A Melbourne, Australia, la mostra che ripercorre la carriera dei due grandi protagonisti del novecento americano, simili e al contempo totalmente diversi che, forse inconsapevolmente, sono riusciti a portare l’arte dalle gallerie alla strada e viceversa
È in calendario alla National Gallery of Victoria a Melbourne, la mostra Keith Haring / Jean-Michel Basquiat: Crossing Lines (1 dicembre 2019 – 13 aprile 2020). In esposizione pitture, sculture, fotografie e oggetti per un totale di circa 300 opere. Alcune famosissime come il quadro Untitled 1982 di Basquiat che vanta il record dell’opera d’arte americana più cara, venduta nel 2017 per 110 milioni di dollari.
L’idea di allestire l’esposizione congiunta di due artisti è nella tradizione di questo museo dove nel 2016 grande successo riscosse la mostra su Warhol e Ai Weiwei. Tuttavia mai come in questo caso l’unione è doverosa tanto che lo stesso curatore Dieter Buchhart, si è chiesto come mai non sia stato fatto prima: erano coetanei, amici e condivisero la ribalta del Graffitismo newyorkese degli anni ’80.
La Street Art o Graffitismo era nato nei ghetti come espressione spontanea di protesta. Inizialmente considerata opera di vandali tuttavia parla un linguaggio universale e nel 1980 una mostra a New-York ne consacra l’ingresso negli ambienti ufficiali dell’arte. È il Times Square Show di cui Haring è uno degli organizzatori e a cui partecipa anche Basquiat. In quegli anni New-York è il centro del mondo e costoro ne diventano i beniamini, amici di personaggi come Andy Warhol o Madonna.
Apparentemente erano molto diversi, Haring era l’amato rampollo di una famiglia bianca benestante da cui fu sempre supportato. Basquiat povero, era nato da un immigrato portoricano che fu assente nella sua vita. Condividevano però la ribellione nei confronti della società inoltre, sebbene in modo diverso, entrambi erano emarginati il primo perché omosessuale, il secondo per il colore della pelle.
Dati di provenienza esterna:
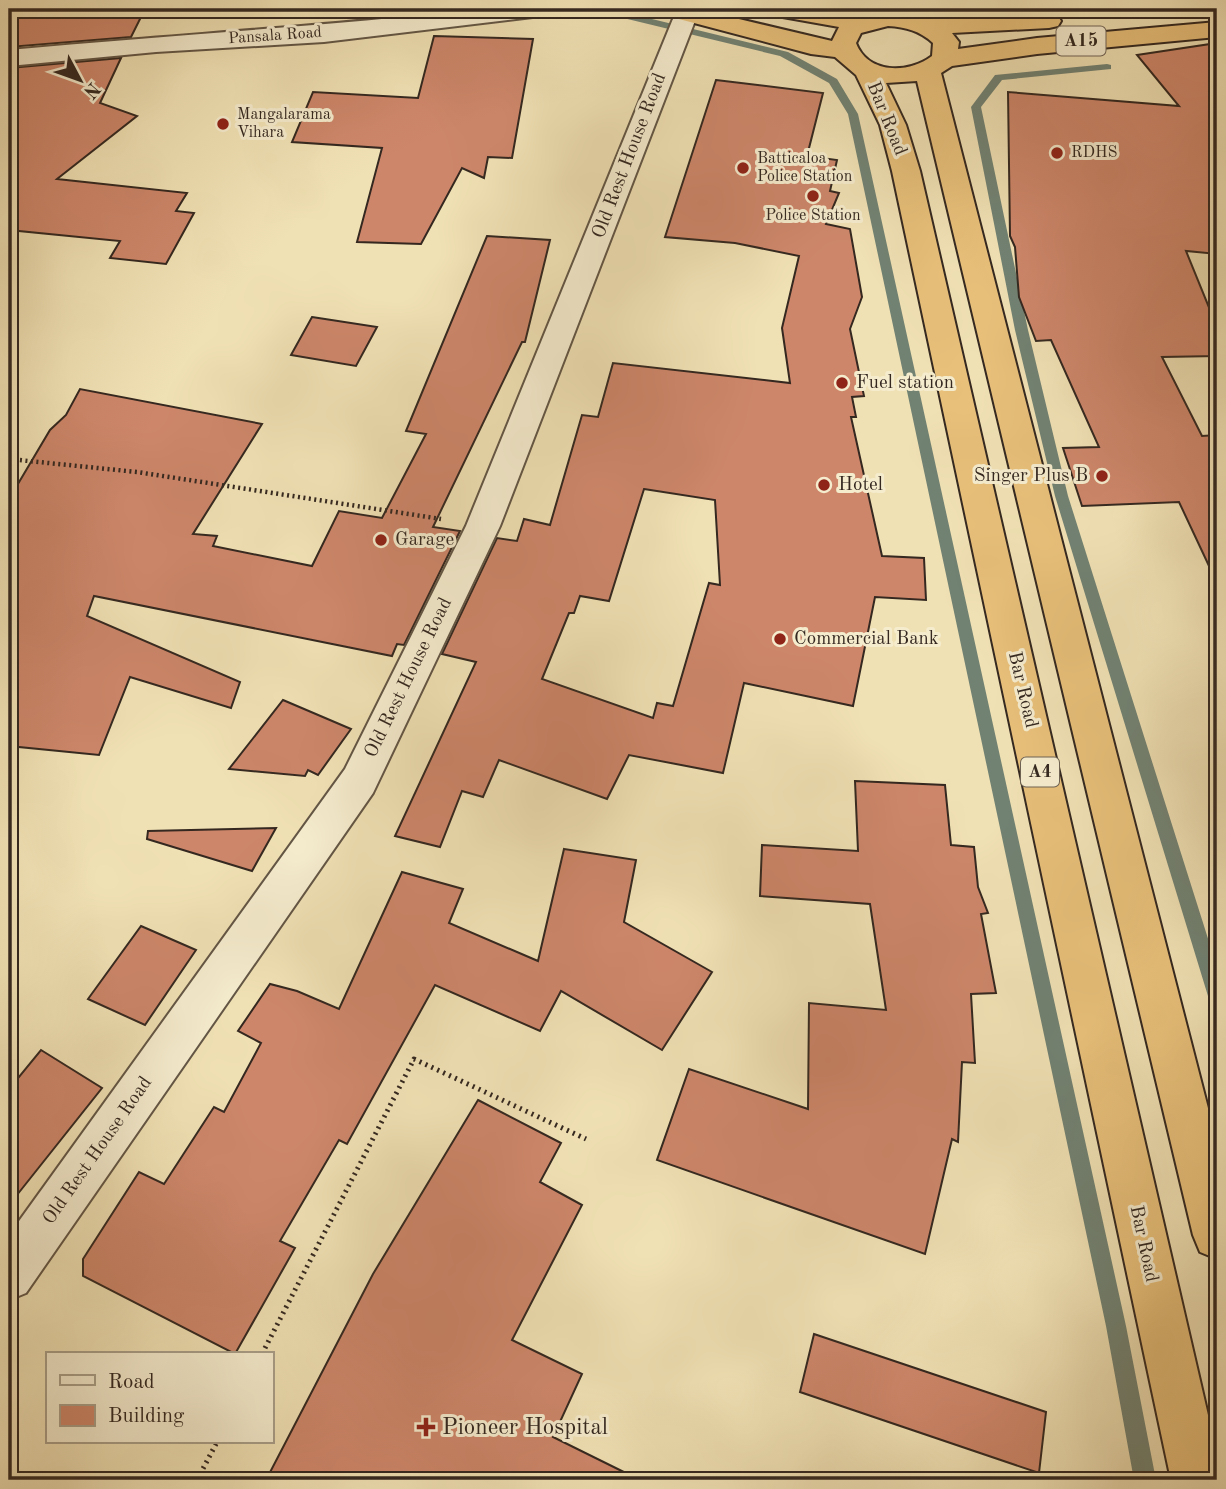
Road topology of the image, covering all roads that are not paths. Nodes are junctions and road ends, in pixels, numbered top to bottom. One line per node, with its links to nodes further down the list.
1 (541, 9): 8 (street, Pansala Road)
2 (777, 9): 5 (highway)
3 (1195, 9): 6 (highway, A15)
4 (678, 11): 9 (highway); 12 (street, Old Rest House Road)
5 (861, 23): 6 (highway); 9 (highway)
6 (929, 27): 10 (highway)
7 (1217, 29): 10 (highway, A15)
8 (9, 58)
9 (855, 60): 10 (highway); 13 (highway, Bar Road / A4)
10 (937, 65): 11 (highway)
11 (1217, 1235)
12 (9, 1276)
13 (1197, 1480)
Anche il loro stile parte dalle medesime premesse: il Primitivismo. Cioè è basato sulla estrema semplificazione dell’immagine, quasi una sorta di infantilismo, come se si trattasse di opere di bambini. Gli esiti però sono molto diversi. Haring nutrito di fumetti, si esprime con sagome dai colori brillanti e privi di sfumature; uomini, animali o figure ibride come l’uomo con la testa di pesce, tutte poste sullo stesso piano. Sagome così espressive da diventare parole, come fossero emoji.
In Basquiat il Primitivismo assume toni etnici e più violenti, del resto il suo background è la cultura latina e africana. Nelle sue opere c’è una rabbia e una coloritura anti razzista che manca nel collega bianco. Le figure sono realizzate con segni coloratissimi ma disordinati, sembrano schizzi tracciati con tratto rapidissimo, ma non è cosi spontaneo come potrebbe sembrare. Le sue opere nascono da riflessione attenta e da una vasta conoscenza dell’arte, numerose sono le citazioni. Niente sagome pulite alla Haring dunque ma volti che sembrano totem, moderne maschere talvolta ridotte a teschi che si alternano a figure umane intere, scritte e simboli vari; fra questi frequente è la corona a tre punte.
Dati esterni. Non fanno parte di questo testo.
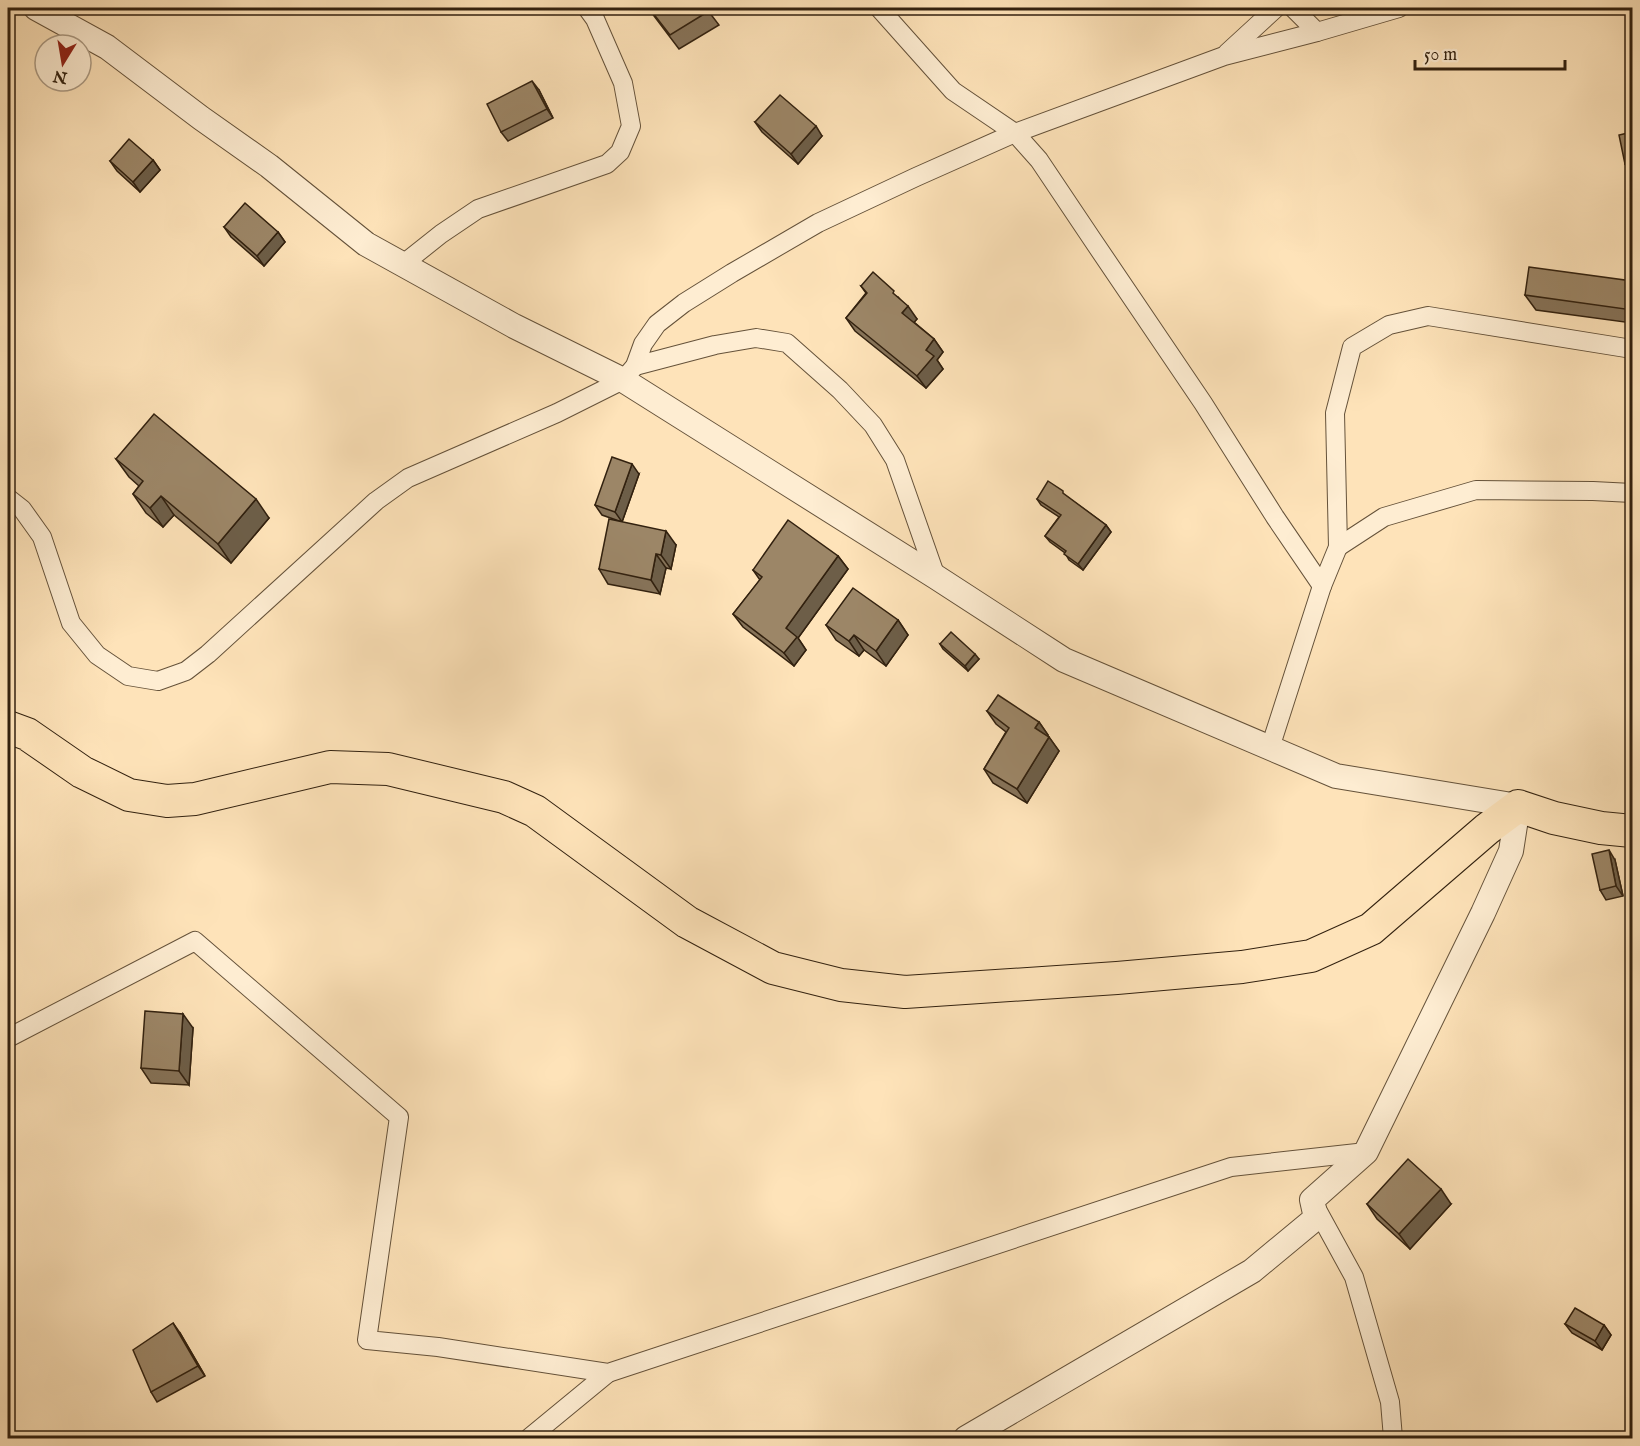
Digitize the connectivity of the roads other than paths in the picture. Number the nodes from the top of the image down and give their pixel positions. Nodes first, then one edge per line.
1 (36, 8) edge
2 (587, 8) edge
3 (879, 8) edge
4 (1276, 8) edge
5 (1293, 8) edge
6 (1399, 8) edge
7 (1317, 32) junction
8 (1224, 56) junction
9 (1015, 133) junction
10 (402, 265) junction
11 (1632, 349) edge
12 (629, 373) junction
13 (1632, 493) edge
14 (8, 498) edge
15 (1338, 547) junction
16 (936, 577) junction
17 (1322, 586) junction
18 (8, 727) edge
19 (1270, 748) junction
20 (1518, 806) junction
21 (1632, 831) edge
22 (8, 1038) edge
23 (1366, 1152) junction
24 (1312, 1200) junction
25 (608, 1373) junction
26 (529, 1438) edge
27 (966, 1438) edge
28 (1393, 1438) edge

1 - 10 street
2 - 10 street
3 - 9 street
4 - 8 street
5 - 7 street
6 - 7 street
7 - 8 street
8 - 9 street
9 - 12 street
9 - 17 street
10 - 12 street
11 - 15 street
12 - 14 street
12 - 16 street
12 - 16 street
13 - 15 street
15 - 17 street
16 - 19 street
17 - 19 street
18 - 20 highway
19 - 20 street
20 - 21 highway
20 - 23 street
22 - 25 street
23 - 24 street
23 - 25 street
24 - 27 street
24 - 28 street
25 - 26 street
Diversi furono anche nella gestione del successo che li aveva catapultati nella New-York ubriacante delle feste, dei vernissage, dei ricchi collezionisti, delle droghe della libertà sessuale; un mondo falso e non meno feroce dei ghetti da cui erano partiti. Basquiat infatti alterna momenti di euforia fatti di lavoro e contatti sociali intensi a periodi di abulia, devastante sarà poi per lui la perdita di Warhol che aveva sostituito il padre che non aveva avuto.
Haring invece contagiato dalla frenesia gira per il mondo, va dove sono richieste le sue opere e sono richieste ovunque. Lavora molto e su qualunque superficie (muri ma anche t-shirt e gadget vari) con un fervore creativo ed una generosità che gli venne rimproverato da quanti gli consigliavano di non inflazionare il mercato e tenere i prezzi alti.
Ma Haring, in questo simile a Basquiat, non ascolta nessuno, ritiene che l’arte sia di tutti e addirittura quando scopre di essere sieropositivo incrementa la sua iperattività. Il tragitto infatti è breve per entrambi e li ricongiunge in una morte prematura, Basquiat sempre più chiuso e isolato muore per overdose, Haring di Aids.
Oggi il loro messaggio è più che mai attuale, denunciando le storture della modernità ci mettono in guardia da una società apparentemente democratica ma in realtà soggetta alla dittatura dell’ipocrisia. Haring e Basquiat mettono in scena i mali che noi, immersi nelle nostre consuetudini, non riusciamo più a vedere.